(Supplied data)

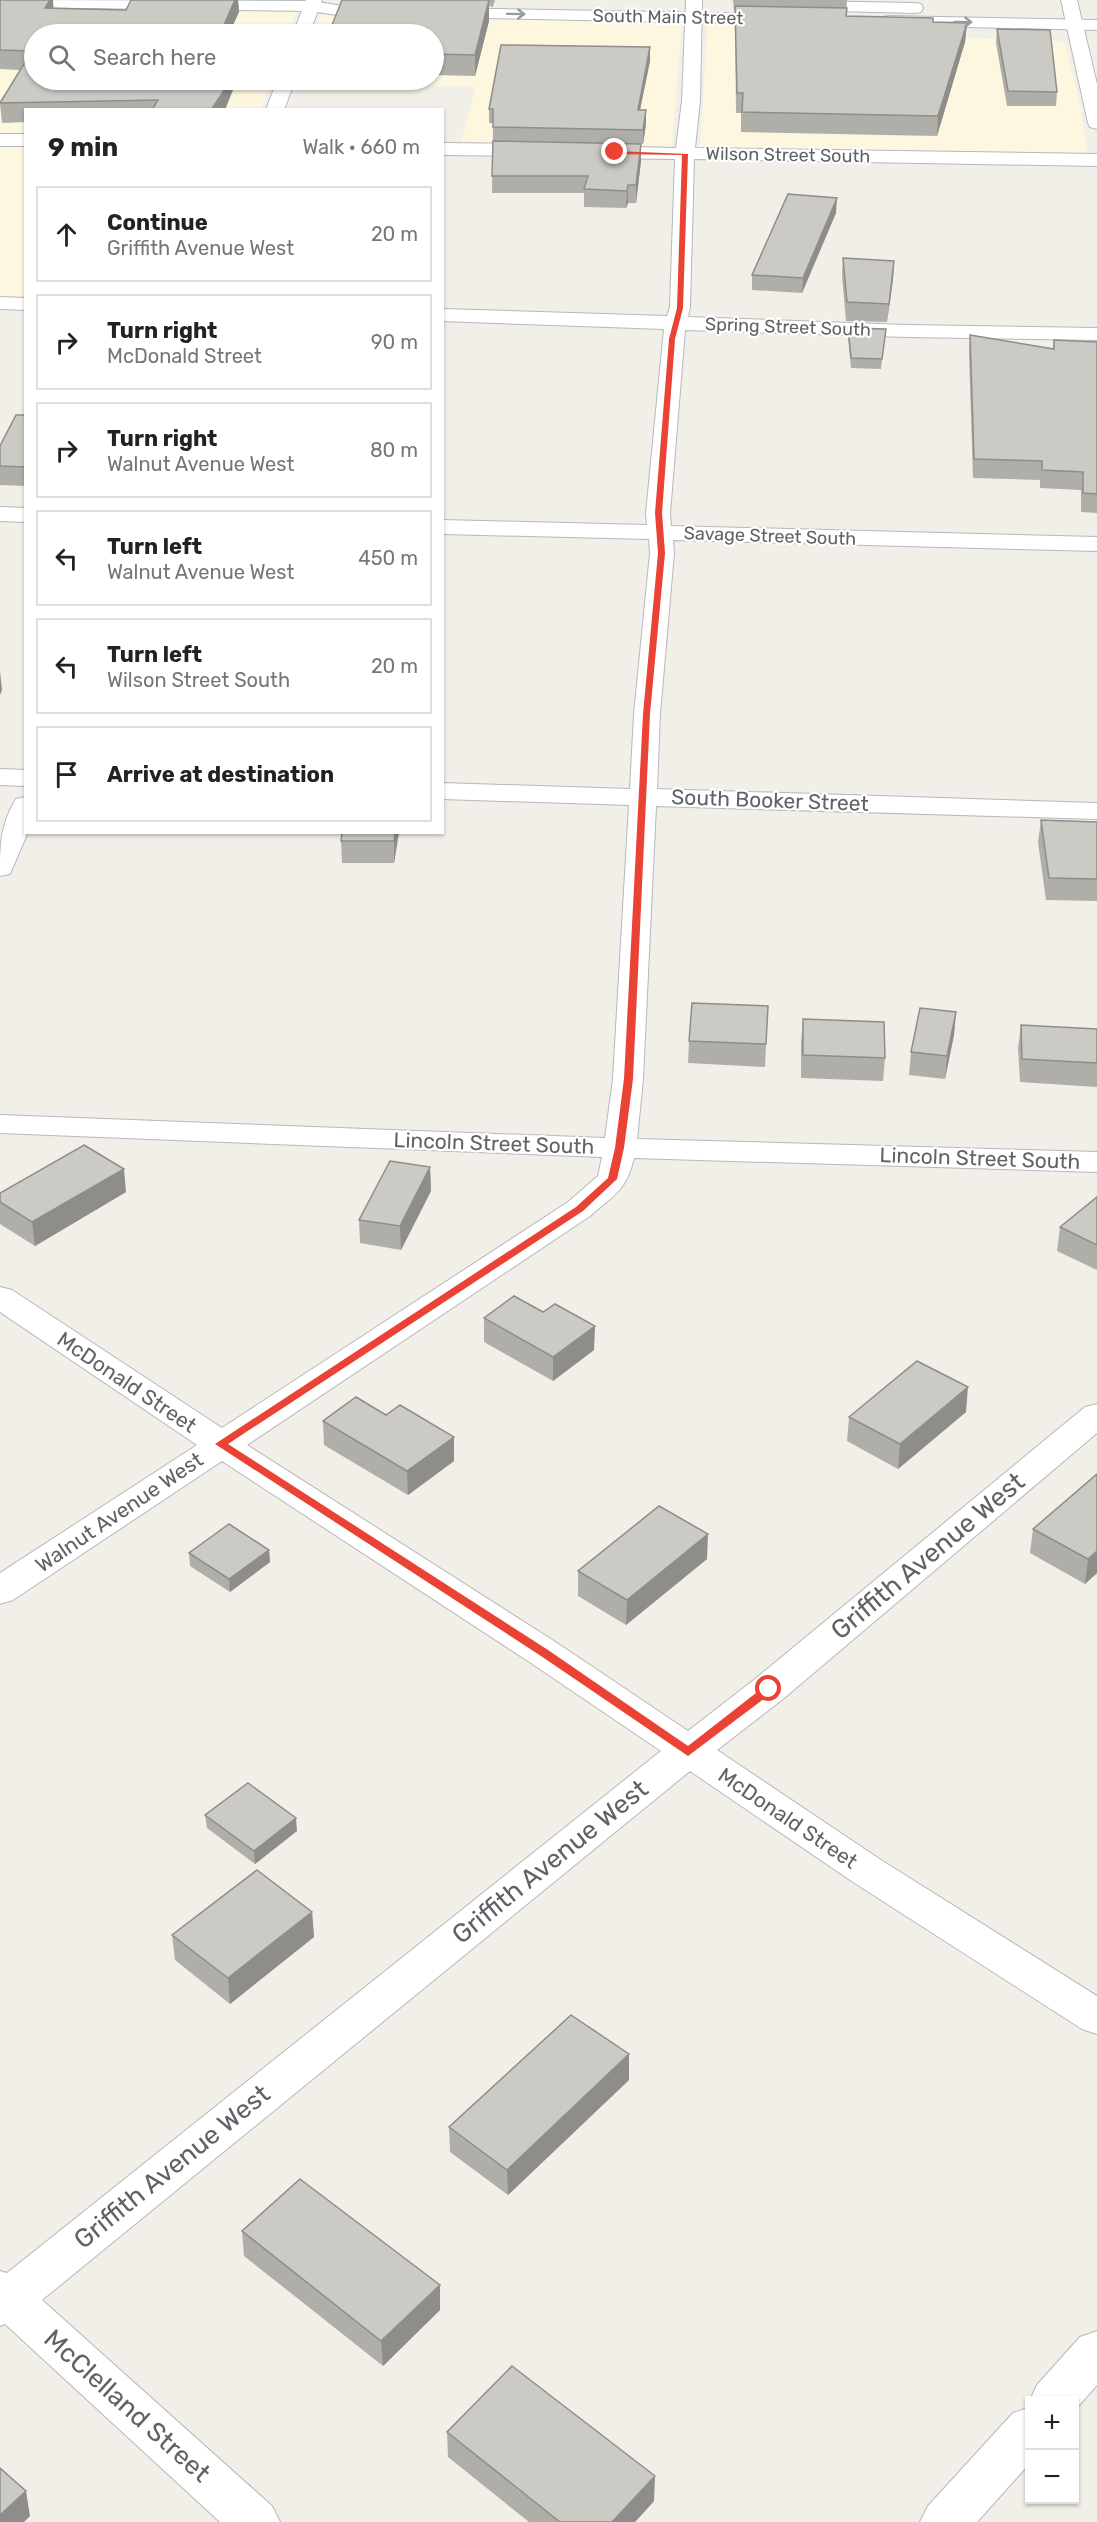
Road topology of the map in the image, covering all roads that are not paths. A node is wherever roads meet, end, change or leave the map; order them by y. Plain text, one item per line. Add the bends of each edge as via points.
1 (344, 0) edge
2 (444, 0) edge
3 (0, 2) edge
4 (312, 3) edge
5 (695, 7) edge
6 (394, 12) edge
7 (427, 12) edge
8 (1071, 12) edge
9 (1097, 12) edge
10 (305, 24) edge
11 (1097, 25) edge
12 (282, 90) edge
13 (276, 108) edge
14 (1097, 123) edge
15 (0, 140) edge
16 (24, 140) edge
17 (444, 149) edge
18 (552, 151) edge
19 (575, 151) edge
20 (685, 154) junction
21 (1097, 160) edge
22 (0, 303) edge
23 (24, 304) edge
24 (444, 315) edge
25 (676, 324) junction
26 (1097, 334) edge
27 (0, 514) edge
28 (24, 515) edge
29 (444, 528) edge
30 (660, 533) junction
31 (1097, 544) edge
32 (0, 777) edge
33 (24, 778) edge
34 (444, 791) edge
35 (643, 796) junction
36 (24, 811) edge
37 (1097, 811) edge
38 (0, 868) edge
39 (0, 1124) edge
40 (620, 1148) junction
41 (1097, 1162) edge
42 (0, 1298) edge
43 (1097, 1415) edge
44 (221, 1444) junction
45 (0, 1591) edge
46 (688, 1752) junction
47 (1097, 2017) edge
48 (3, 2298) edge
49 (1097, 2352) edge
50 (1058, 2396) edge
51 (1025, 2432) edge
52 (255, 2522) edge
53 (945, 2522) edge

1 - 4 street
2 - 5 street, South Main Street
3 - 4 street
4 - 6 street via 344,10
4 - 10 street
7 -> 5 street, South Main Street
5 - 8 street, South Main Street
5 - 20 street, Walnut Avenue West
8 - 9 street, South Main Street
8 - 11 street, South Main Street
8 - 14 street
12 - 13 street
15 - 16 street
17 - 18 street
19 - 20 street, Wilson Street South
20 - 21 street, Wilson Street South
20 - 25 street, Walnut Avenue West via 680,308
22 - 23 street
24 - 25 street, Spring Street South
25 - 26 street, Spring Street South
25 - 30 street, Walnut Avenue West via 658,513
27 - 28 street
29 - 30 street, Savage Street South
30 - 31 street, Savage Street South
30 - 35 street, Walnut Avenue West via 662,553 646,714
32 - 33 street
34 - 35 street, South Booker Street
35 - 37 street, South Booker Street
35 - 40 street, Walnut Avenue West via 628,1079
36 - 38 street
39 - 40 street, Lincoln Street South
40 - 41 street, Lincoln Street South
40 - 44 street, Walnut Avenue West via 613,1179 579,1209
42 - 44 street, McDonald Street
43 - 46 street, Griffith Avenue West via 778,1682
44 - 45 street, Walnut Avenue West
44 - 46 street, McDonald Street via 544,1653
46 - 47 street, McDonald Street
46 - 48 street, Griffith Avenue West
48 - 52 street, McClelland Street
49 - 50 street
51 - 53 street

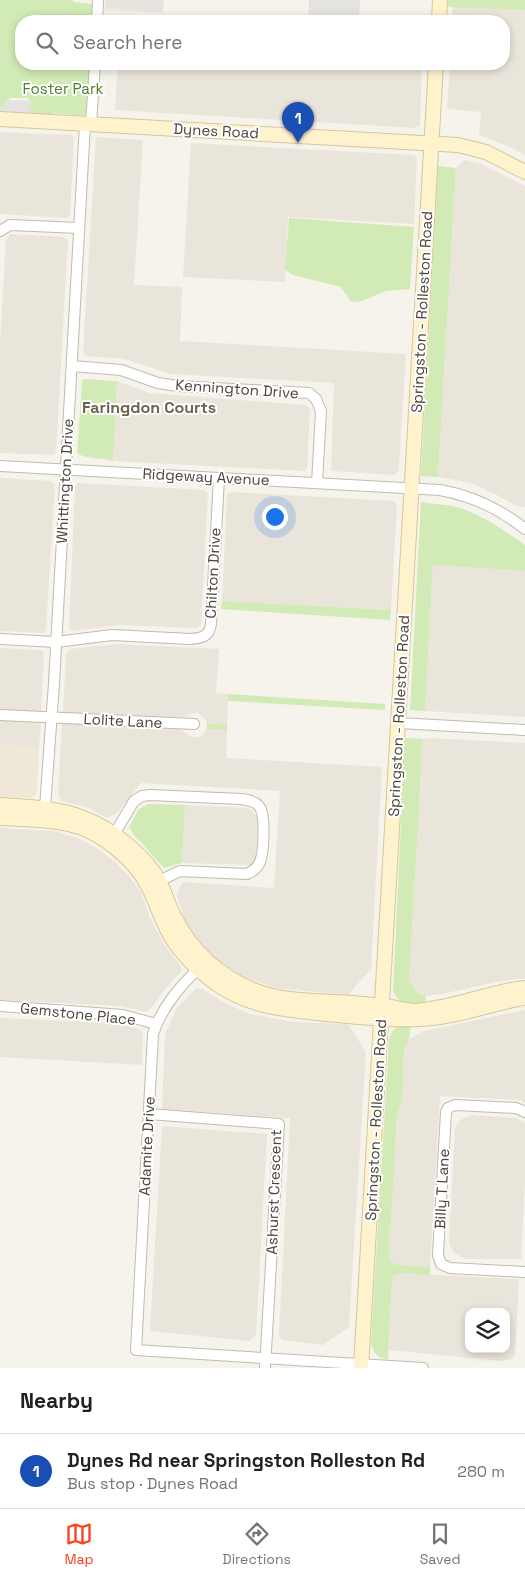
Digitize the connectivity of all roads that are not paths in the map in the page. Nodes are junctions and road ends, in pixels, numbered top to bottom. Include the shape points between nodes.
1 (98, 0) edge
2 (440, 0) edge
3 (97, 15) edge
4 (439, 15) edge
5 (94, 70) edge
6 (436, 70) edge
7 (0, 119) edge
8 (88, 124) junction
9 (431, 143) junction
10 (525, 172) edge
11 (79, 228) junction
12 (0, 231) edge
13 (72, 366) junction
14 (0, 466) edge
15 (66, 469) junction
16 (219, 478) junction
17 (317, 483) junction
18 (412, 488) junction
19 (525, 529) edge
20 (0, 639) edge
21 (56, 642) junction
22 (0, 714) edge
23 (51, 718) junction
24 (399, 723) junction
25 (194, 724) dead end
26 (525, 730) edge
27 (0, 805) edge
28 (45, 808) junction
29 (0, 818) edge
30 (114, 833) junction
31 (159, 880) junction
32 (202, 964) junction
33 (525, 988) edge
34 (525, 998) edge
35 (0, 1006) edge
36 (382, 1013) junction
37 (156, 1024) junction
38 (525, 1112) edge
39 (149, 1114) junction
40 (525, 1272) edge
41 (265, 1364) edge
42 (361, 1366) edge
43 (423, 1368) edge

1 - 3 street
2 - 4 street
5 - 8 street, Whittington Drive
6 - 9 street, Springston - Rolleston Road
7 - 8 street, Dynes Road
8 - 9 street, Dynes Road
8 - 11 street, Whittington Drive
9 - 10 street, Dynes Road via 486,152
9 - 18 street, Springston - Rolleston Road
11 - 12 street via 10,225
11 - 13 street, Whittington Drive
13 - 15 street, Whittington Drive
13 - 17 street, Kennington Drive via 121,370 158,383 178,386 309,393 319,402 321,411
14 - 15 street, Ridgeway Avenue
15 - 16 street, Ridgeway Avenue
15 - 21 street, Whittington Drive
16 - 17 street, Ridgeway Avenue
16 - 21 street, Chilton Drive via 211,624 206,636 190,639 112,635
17 - 18 street, Ridgeway Avenue
18 - 19 street, Ridgeway Avenue via 474,498 505,513
18 - 24 street, Springston - Rolleston Road
20 - 21 street
21 - 23 street, Whittington Drive
22 - 23 street, Lolite Lane
23 - 25 street, Lolite Lane
23 - 28 street, Whittington Drive
24 - 26 street
24 - 36 street, Springston - Rolleston Road
27 - 28 street
28 - 30 street via 70,812
29 - 32 street via 68,824 95,834 122,853 148,885 175,942
30 - 31 street via 139,855
30 - 31 street via 134,801 142,796 241,799 260,806 263,852 256,869 247,874 180,871
31 - 32 street via 174,916
32 - 36 street via 226,991 255,1004 282,1010
32 - 37 street, Adamite Drive via 171,999
33 - 36 street via 449,1005
34 - 36 street via 413,1020
35 - 37 street, Gemstone Place via 123,1015
36 - 42 street, Springston - Rolleston Road
37 - 39 street, Adamite Drive
38 - 40 street, Billy T Lane via 516,1108 455,1105 448,1108 438,1255 441,1264 450,1268
39 - 41 street, Adamite Drive via 136,1350
39 - 41 street, Ashurst Crescent via 280,1124
41 - 42 street
42 - 43 street

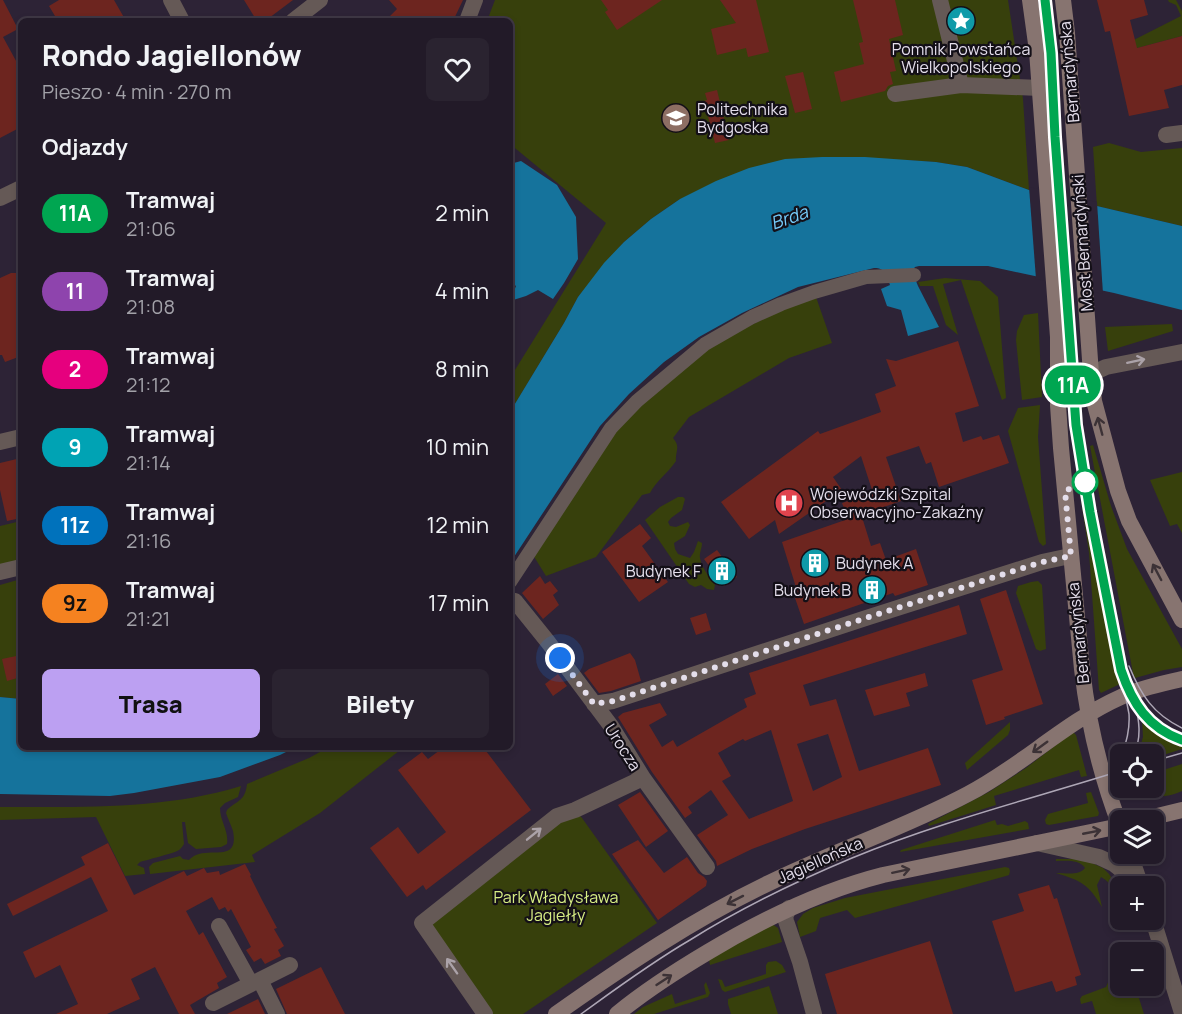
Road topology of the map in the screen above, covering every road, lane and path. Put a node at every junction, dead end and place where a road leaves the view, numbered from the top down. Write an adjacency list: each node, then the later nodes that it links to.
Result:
1 (171, 0): 7 (street)
2 (321, 0): 8 (street)
3 (475, 0): 9 (street)
4 (940, 0): 10 (street)
5 (1030, 0): 11 (main road, Bernardyńska)
6 (1063, 0): 14 (main road, Bernardyńska)
7 (180, 18)
8 (297, 18)
9 (468, 18)
10 (961, 85): 11 (street); 12 (street)
11 (1040, 88): 13 (main road, Bernardyńska)
12 (895, 94)
13 (1044, 140): 18 (main road, Most Bernardyński)
14 (1075, 144): 20 (main road, Most Bernardyński)
15 (18, 189): 16 (street)
16 (0, 198)
17 (914, 275): 26 (street)
18 (1058, 337): 23 (main road, Bernardyńska)
19 (1182, 352): 20 (street, one-way to 19)
20 (1090, 374): 28 (main road, one-way to 20)
21 (18, 438): 22 (street)
22 (0, 441)
23 (1071, 556): 30 (street); 31 (main road, Bernardyńska)
24 (18, 568): 25 (street)
25 (0, 572)
26 (513, 577)
27 (515, 601): 30 (street, Urocza)
28 (1182, 620)
29 (1182, 679): 31 (main road, Jagiellońska)
30 (594, 704): 32 (street, Urocza)
31 (1089, 714): 33 (main road, Bernardyńska); 49 (main road, Jagiellońska, one-way to 49)
32 (643, 778): 38 (street, Urocza); 48 (street, one-way to 32)
33 (1115, 810)
34 (1182, 810): 35 (main road)
35 (1164, 814)
36 (1110, 828): 37 (main road, Jagiellońska, one-way to 36)
37 (1037, 843): 39 (street); 40 (main road, Jagiellońska, one-way to 37)
38 (707, 867)
39 (1129, 876)
40 (789, 908): 50 (main road, Jagiellońska, one-way to 40); 51 (street)
41 (219, 926): 44 (street)
42 (1156, 930): 46 (street)
43 (290, 965): 44 (street)
44 (256, 982): 45 (street); 47 (street)
45 (213, 1003)
46 (1182, 1013)
47 (277, 1014)
48 (485, 1014)
49 (556, 1014)
50 (616, 1014)
51 (814, 1014)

(End Supplied data)

What the task asks
Beginning with the line that holds "Road topology of the map in the screen" and ending with the last line of the data, copy each line exactly and add nothing.

Reply
Road topology of the map in the screen above, covering every road, lane and path. Put a node at every junction, dead end and place where a road leaves the view, numbered from the top down. Write an adjacency list: each node, then the later nodes that it links to.
Result:
1 (171, 0): 7 (street)
2 (321, 0): 8 (street)
3 (475, 0): 9 (street)
4 (940, 0): 10 (street)
5 (1030, 0): 11 (main road, Bernardyńska)
6 (1063, 0): 14 (main road, Bernardyńska)
7 (180, 18)
8 (297, 18)
9 (468, 18)
10 (961, 85): 11 (street); 12 (street)
11 (1040, 88): 13 (main road, Bernardyńska)
12 (895, 94)
13 (1044, 140): 18 (main road, Most Bernardyński)
14 (1075, 144): 20 (main road, Most Bernardyński)
15 (18, 189): 16 (street)
16 (0, 198)
17 (914, 275): 26 (street)
18 (1058, 337): 23 (main road, Bernardyńska)
19 (1182, 352): 20 (street, one-way to 19)
20 (1090, 374): 28 (main road, one-way to 20)
21 (18, 438): 22 (street)
22 (0, 441)
23 (1071, 556): 30 (street); 31 (main road, Bernardyńska)
24 (18, 568): 25 (street)
25 (0, 572)
26 (513, 577)
27 (515, 601): 30 (street, Urocza)
28 (1182, 620)
29 (1182, 679): 31 (main road, Jagiellońska)
30 (594, 704): 32 (street, Urocza)
31 (1089, 714): 33 (main road, Bernardyńska); 49 (main road, Jagiellońska, one-way to 49)
32 (643, 778): 38 (street, Urocza); 48 (street, one-way to 32)
33 (1115, 810)
34 (1182, 810): 35 (main road)
35 (1164, 814)
36 (1110, 828): 37 (main road, Jagiellońska, one-way to 36)
37 (1037, 843): 39 (street); 40 (main road, Jagiellońska, one-way to 37)
38 (707, 867)
39 (1129, 876)
40 (789, 908): 50 (main road, Jagiellońska, one-way to 40); 51 (street)
41 (219, 926): 44 (street)
42 (1156, 930): 46 (street)
43 (290, 965): 44 (street)
44 (256, 982): 45 (street); 47 (street)
45 (213, 1003)
46 (1182, 1013)
47 (277, 1014)
48 (485, 1014)
49 (556, 1014)
50 (616, 1014)
51 (814, 1014)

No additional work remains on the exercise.